Factorize 2^n-1 (when n is composite)

How to Factorize 2^n-1

If n is composite, we may write n=ab where a,b>1.


\begin{aligned}    2^n-1&=2^{ab}-1\\    &=(2^a-1)(1+2^a+2^{2a}+2^{3a}+\dots+2^{(b-1)a}).    \end{aligned}

The key point is that both factors are greater than 1.


If a=2, b=5, we can see that 2^{10}-1=1023=(2^2-1)(1+2^2+2^4+2^6+2^8).

How to Remember this Result

The hard part is remembering this identity: \boxed{2^{ab}-1=(2^a-1)(1+2^a+2^{2a}+2^{3a}+\dots+2^{(b-1)a})}. It is essentially a “telescoping sum”, and you can prove it by expanding the right hand side and cancelling all like terms.

We can also view it as a Geometric Series as follows: \dfrac{1((2^a)^b-1)}{2^a-1} is the sum of a Geometric Progression with first term 1, and common ratio 2^a, for a total of b terms.
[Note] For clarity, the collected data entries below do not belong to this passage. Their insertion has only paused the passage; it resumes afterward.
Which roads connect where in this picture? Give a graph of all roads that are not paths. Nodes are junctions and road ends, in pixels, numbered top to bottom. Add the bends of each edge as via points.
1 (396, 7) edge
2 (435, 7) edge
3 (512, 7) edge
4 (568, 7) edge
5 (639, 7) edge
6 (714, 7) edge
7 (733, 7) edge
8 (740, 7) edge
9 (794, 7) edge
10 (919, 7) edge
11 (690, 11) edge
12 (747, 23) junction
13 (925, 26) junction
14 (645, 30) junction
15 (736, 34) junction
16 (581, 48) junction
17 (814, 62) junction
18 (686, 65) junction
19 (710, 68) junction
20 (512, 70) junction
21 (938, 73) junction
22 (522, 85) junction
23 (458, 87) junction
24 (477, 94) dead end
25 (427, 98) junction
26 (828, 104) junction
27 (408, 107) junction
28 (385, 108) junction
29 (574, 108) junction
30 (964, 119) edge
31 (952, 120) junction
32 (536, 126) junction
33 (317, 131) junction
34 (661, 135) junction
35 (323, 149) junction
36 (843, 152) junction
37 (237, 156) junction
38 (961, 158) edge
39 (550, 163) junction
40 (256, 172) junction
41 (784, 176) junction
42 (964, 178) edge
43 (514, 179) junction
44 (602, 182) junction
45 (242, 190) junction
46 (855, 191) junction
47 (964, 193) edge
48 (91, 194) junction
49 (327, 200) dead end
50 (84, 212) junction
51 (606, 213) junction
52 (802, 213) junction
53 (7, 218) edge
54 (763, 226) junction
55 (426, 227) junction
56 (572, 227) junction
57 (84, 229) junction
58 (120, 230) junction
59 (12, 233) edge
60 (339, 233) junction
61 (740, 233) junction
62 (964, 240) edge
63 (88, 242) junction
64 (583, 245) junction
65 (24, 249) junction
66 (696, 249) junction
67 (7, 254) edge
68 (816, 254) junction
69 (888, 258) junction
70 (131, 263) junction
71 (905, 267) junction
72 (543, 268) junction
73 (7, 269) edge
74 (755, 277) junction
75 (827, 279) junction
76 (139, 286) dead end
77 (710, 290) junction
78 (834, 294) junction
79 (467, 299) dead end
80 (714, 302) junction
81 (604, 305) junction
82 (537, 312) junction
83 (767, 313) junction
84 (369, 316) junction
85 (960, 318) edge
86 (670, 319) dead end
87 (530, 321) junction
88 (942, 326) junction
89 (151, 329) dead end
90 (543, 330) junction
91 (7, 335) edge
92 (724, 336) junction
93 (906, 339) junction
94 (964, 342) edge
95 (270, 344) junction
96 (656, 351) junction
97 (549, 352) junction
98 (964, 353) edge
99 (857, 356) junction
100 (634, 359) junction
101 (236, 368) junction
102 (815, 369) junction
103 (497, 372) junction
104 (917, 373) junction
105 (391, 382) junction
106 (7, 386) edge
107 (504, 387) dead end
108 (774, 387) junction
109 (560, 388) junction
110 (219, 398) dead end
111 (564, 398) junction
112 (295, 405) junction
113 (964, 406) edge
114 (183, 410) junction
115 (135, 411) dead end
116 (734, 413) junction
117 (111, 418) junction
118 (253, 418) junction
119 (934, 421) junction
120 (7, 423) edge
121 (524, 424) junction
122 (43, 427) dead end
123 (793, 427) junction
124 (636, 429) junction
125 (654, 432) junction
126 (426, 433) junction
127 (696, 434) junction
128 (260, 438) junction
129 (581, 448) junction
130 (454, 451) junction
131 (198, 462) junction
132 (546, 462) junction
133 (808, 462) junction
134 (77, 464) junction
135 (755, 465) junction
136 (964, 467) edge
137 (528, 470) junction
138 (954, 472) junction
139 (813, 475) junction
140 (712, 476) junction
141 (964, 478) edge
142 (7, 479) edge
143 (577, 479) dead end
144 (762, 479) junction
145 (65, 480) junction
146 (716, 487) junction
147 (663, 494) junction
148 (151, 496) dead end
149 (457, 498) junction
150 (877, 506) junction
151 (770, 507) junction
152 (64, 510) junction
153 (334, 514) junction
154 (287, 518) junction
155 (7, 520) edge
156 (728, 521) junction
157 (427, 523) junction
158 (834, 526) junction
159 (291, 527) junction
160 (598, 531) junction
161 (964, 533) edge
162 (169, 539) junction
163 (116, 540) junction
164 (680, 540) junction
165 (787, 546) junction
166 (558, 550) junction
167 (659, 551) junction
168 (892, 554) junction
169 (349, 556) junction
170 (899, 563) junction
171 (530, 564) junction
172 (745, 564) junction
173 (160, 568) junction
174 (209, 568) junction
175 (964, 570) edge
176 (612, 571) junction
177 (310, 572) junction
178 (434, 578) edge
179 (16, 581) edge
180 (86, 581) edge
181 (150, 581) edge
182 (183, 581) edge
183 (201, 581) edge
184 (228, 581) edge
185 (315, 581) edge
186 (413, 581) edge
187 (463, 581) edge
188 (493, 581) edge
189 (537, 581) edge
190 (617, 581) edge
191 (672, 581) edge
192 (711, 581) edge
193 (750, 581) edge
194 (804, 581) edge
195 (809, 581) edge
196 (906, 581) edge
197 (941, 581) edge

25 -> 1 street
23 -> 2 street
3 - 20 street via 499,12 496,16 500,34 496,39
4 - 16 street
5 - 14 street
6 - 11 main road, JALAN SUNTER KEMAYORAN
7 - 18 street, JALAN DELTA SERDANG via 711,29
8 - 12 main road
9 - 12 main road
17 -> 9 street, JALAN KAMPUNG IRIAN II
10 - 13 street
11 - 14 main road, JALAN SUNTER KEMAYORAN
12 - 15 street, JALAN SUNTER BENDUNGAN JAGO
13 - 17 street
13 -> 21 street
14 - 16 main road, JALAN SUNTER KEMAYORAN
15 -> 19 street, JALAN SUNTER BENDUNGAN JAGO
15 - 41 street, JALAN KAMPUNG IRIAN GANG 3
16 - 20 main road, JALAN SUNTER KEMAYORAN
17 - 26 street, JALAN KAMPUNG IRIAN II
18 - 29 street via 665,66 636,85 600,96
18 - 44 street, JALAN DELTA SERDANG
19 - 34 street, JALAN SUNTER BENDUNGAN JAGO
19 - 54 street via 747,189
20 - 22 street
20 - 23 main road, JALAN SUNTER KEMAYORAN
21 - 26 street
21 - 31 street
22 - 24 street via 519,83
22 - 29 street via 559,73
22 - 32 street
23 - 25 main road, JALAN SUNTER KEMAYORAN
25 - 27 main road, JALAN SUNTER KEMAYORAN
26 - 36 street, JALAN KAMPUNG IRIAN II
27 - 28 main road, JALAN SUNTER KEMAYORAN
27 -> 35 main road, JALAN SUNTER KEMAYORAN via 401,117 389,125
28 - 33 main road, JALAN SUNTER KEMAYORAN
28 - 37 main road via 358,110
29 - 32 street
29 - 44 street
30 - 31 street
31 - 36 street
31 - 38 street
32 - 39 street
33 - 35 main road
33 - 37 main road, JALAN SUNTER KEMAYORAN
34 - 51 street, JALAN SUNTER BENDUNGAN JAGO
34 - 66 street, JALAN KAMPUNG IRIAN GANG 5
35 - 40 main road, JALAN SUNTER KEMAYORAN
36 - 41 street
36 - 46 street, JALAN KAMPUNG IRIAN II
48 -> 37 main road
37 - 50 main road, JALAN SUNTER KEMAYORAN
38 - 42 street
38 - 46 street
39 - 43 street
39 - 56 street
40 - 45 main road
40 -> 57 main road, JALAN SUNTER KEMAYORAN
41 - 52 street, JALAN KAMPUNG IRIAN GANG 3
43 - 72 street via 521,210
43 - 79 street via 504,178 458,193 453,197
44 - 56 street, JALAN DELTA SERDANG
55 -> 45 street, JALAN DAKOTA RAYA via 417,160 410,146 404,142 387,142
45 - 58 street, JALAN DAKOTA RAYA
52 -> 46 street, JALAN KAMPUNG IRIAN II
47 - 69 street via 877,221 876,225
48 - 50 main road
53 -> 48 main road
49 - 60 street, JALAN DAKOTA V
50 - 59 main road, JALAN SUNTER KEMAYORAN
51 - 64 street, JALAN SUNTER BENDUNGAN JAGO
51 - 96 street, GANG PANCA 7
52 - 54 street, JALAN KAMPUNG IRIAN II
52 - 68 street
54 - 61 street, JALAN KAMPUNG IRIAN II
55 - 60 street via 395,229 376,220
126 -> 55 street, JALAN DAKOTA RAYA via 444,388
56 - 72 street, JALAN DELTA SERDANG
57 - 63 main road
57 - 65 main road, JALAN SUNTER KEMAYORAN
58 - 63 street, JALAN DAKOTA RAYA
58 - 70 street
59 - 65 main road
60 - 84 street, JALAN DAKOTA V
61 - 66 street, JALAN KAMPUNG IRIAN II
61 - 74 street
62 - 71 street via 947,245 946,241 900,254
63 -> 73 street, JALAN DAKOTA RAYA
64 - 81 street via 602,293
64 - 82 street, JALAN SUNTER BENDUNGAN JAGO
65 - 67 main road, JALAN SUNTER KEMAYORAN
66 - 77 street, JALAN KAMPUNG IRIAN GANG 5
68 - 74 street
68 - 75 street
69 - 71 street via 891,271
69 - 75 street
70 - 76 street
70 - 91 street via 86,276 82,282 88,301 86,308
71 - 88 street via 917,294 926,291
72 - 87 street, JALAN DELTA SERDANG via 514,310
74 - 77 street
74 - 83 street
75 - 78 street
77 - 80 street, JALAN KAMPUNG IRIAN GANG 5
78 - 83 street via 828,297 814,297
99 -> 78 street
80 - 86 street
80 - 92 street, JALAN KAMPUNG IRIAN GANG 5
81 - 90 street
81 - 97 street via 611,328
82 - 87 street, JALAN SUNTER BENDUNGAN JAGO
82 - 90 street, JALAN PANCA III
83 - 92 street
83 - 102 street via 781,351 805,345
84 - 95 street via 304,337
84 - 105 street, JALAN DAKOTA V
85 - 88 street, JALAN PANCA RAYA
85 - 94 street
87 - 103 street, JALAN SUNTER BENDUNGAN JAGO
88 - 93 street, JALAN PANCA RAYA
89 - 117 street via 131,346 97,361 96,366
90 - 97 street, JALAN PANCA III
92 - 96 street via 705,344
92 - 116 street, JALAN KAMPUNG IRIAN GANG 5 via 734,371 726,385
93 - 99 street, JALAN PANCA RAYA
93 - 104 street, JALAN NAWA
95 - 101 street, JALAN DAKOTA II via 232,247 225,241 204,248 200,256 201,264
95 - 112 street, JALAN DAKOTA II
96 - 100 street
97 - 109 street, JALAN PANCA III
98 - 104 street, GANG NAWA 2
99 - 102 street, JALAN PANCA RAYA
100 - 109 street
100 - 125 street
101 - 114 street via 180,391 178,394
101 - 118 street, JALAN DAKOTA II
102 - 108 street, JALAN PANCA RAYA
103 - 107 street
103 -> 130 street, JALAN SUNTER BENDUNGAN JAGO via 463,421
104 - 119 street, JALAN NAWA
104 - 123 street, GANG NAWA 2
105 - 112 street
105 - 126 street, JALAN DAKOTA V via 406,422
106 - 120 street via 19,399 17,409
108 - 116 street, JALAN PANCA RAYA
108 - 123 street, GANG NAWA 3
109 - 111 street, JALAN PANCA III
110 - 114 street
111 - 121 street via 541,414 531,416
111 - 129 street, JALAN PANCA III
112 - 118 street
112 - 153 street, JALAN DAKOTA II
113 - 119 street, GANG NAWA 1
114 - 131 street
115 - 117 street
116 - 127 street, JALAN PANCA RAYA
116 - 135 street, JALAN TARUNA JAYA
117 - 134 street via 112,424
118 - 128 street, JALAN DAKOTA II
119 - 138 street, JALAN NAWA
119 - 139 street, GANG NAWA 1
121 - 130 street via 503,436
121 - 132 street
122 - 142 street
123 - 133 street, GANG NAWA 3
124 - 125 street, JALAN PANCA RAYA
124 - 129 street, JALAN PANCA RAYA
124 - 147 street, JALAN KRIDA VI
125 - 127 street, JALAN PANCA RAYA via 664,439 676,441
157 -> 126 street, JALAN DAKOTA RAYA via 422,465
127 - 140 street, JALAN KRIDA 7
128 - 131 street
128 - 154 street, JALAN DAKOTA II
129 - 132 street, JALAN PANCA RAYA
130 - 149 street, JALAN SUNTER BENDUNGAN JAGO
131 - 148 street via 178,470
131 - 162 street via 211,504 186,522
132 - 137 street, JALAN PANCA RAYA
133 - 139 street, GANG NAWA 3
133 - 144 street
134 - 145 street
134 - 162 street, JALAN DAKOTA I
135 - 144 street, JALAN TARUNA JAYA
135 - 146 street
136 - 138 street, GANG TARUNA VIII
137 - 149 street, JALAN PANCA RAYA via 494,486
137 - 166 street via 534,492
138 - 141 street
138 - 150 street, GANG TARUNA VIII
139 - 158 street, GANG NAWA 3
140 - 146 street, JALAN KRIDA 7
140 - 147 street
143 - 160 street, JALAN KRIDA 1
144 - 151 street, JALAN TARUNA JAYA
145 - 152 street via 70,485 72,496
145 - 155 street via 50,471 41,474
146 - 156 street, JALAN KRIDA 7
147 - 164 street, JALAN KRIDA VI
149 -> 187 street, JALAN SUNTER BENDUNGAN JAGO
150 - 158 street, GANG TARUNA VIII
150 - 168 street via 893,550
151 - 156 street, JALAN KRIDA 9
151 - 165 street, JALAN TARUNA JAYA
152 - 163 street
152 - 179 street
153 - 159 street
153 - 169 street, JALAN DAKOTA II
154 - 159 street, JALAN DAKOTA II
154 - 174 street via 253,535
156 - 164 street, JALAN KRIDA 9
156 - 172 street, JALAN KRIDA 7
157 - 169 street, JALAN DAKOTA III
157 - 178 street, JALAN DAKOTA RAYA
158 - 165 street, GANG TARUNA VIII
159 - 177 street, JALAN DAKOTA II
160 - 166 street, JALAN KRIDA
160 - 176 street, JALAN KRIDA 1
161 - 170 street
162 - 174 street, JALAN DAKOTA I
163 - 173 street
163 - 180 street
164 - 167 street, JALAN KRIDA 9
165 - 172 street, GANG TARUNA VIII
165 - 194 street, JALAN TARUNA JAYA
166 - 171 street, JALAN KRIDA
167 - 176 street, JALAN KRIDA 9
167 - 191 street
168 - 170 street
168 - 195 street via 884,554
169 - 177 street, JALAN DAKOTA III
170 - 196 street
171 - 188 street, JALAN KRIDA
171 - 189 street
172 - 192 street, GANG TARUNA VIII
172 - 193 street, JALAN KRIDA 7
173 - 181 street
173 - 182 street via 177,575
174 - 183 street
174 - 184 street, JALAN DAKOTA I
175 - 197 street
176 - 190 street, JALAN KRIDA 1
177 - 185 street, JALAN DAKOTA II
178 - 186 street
That is,

\dfrac{1((2^a)^b-1)}{2^a-1}=1+2^a+2^{2a}+\dots+2^{(b-1)a}. Multiplying both sides by 2^a-1 gives the boxed result.


Primes of the form 2^n-1 are known as Mersenne Primes. Using the result above, we can show that if 2^n-1 is a prime, then n is a prime. (We prove the contrapositive: If n is composite, then we show that 2^n-1 is also composite.)